Stored data:
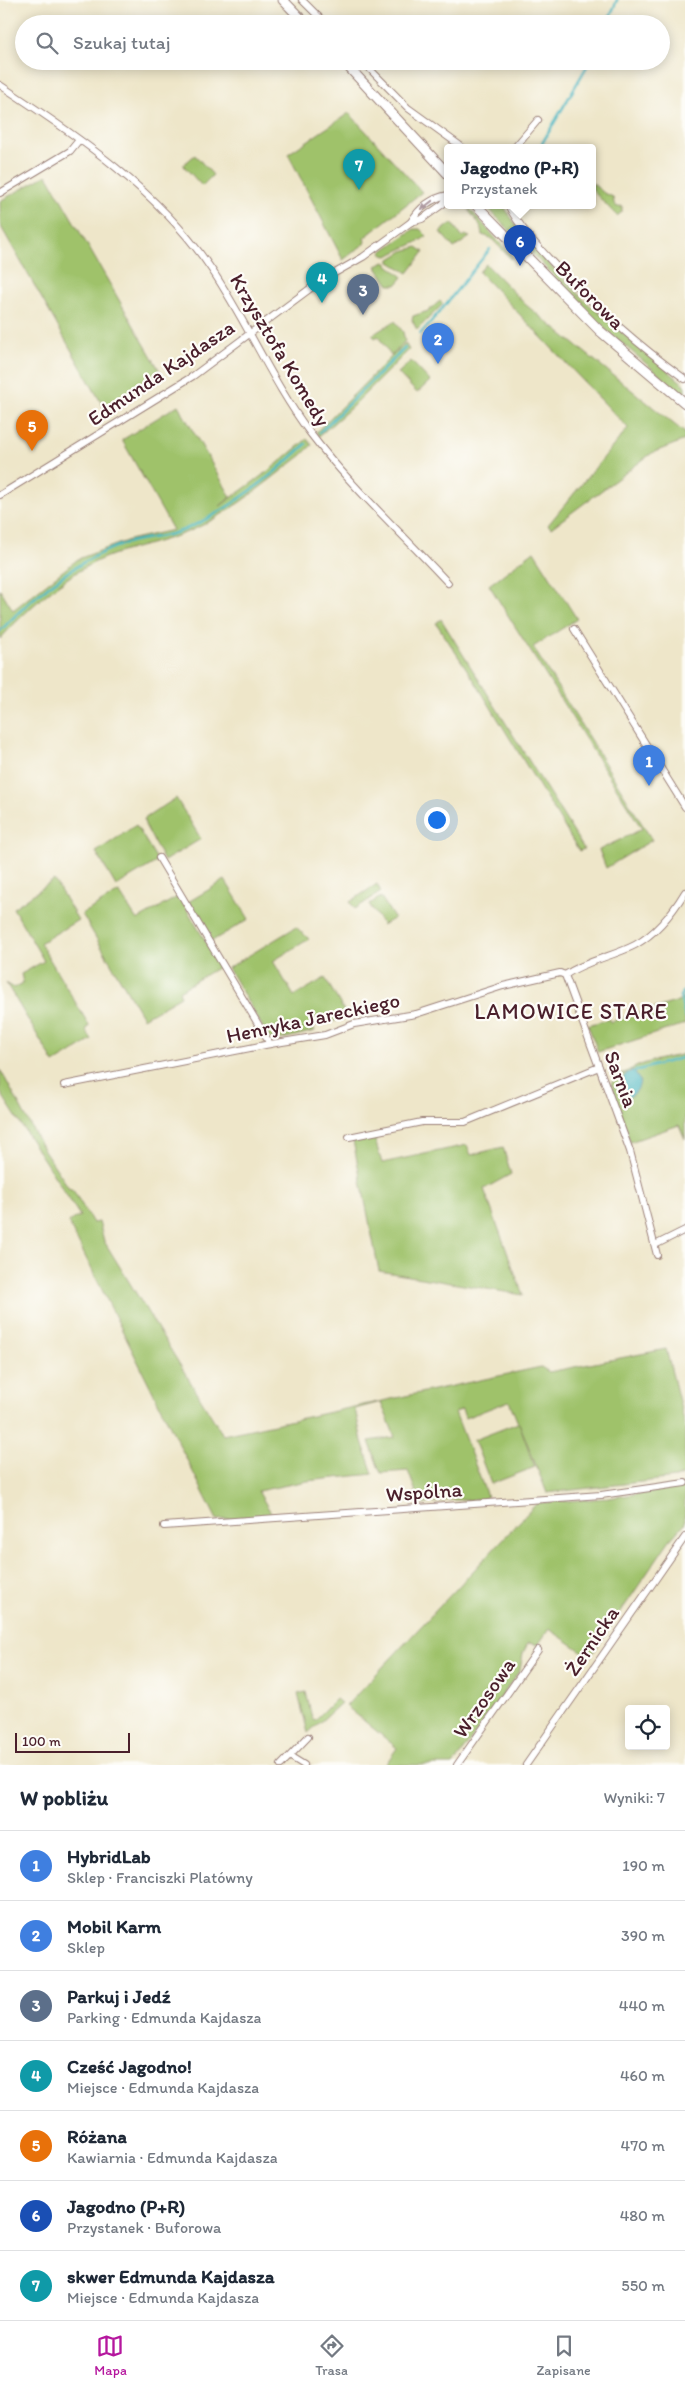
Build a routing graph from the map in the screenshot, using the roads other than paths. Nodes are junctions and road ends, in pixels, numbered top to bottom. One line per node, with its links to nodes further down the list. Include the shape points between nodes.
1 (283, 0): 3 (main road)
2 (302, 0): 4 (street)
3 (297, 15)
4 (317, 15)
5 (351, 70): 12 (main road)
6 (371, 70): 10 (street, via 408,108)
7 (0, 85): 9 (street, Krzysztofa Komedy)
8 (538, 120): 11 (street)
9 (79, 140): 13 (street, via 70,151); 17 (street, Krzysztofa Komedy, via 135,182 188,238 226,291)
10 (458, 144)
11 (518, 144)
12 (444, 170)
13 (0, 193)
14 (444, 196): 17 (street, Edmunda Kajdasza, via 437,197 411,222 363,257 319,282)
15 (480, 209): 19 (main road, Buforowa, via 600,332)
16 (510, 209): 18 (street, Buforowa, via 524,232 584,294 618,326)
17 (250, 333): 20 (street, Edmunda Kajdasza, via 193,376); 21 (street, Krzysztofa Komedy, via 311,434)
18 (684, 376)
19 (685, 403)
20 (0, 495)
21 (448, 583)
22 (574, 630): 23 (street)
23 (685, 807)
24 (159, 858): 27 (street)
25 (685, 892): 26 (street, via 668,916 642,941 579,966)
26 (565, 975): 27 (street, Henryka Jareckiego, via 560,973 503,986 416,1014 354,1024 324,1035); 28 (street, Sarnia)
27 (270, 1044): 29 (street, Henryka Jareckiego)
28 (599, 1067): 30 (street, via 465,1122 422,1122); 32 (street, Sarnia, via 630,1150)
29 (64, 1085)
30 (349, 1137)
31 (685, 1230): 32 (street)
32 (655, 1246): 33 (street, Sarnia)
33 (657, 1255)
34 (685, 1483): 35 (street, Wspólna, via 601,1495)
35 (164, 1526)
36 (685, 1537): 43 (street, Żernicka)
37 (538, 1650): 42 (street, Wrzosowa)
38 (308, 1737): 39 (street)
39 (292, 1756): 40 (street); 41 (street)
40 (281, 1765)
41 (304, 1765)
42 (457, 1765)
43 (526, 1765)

PROMPT
Above are the entries; copy every line among them that contains the word "Buforowa".

ANSWER SPACE
15 (480, 209): 19 (main road, Buforowa, via 600,332)
16 (510, 209): 18 (street, Buforowa, via 524,232 584,294 618,326)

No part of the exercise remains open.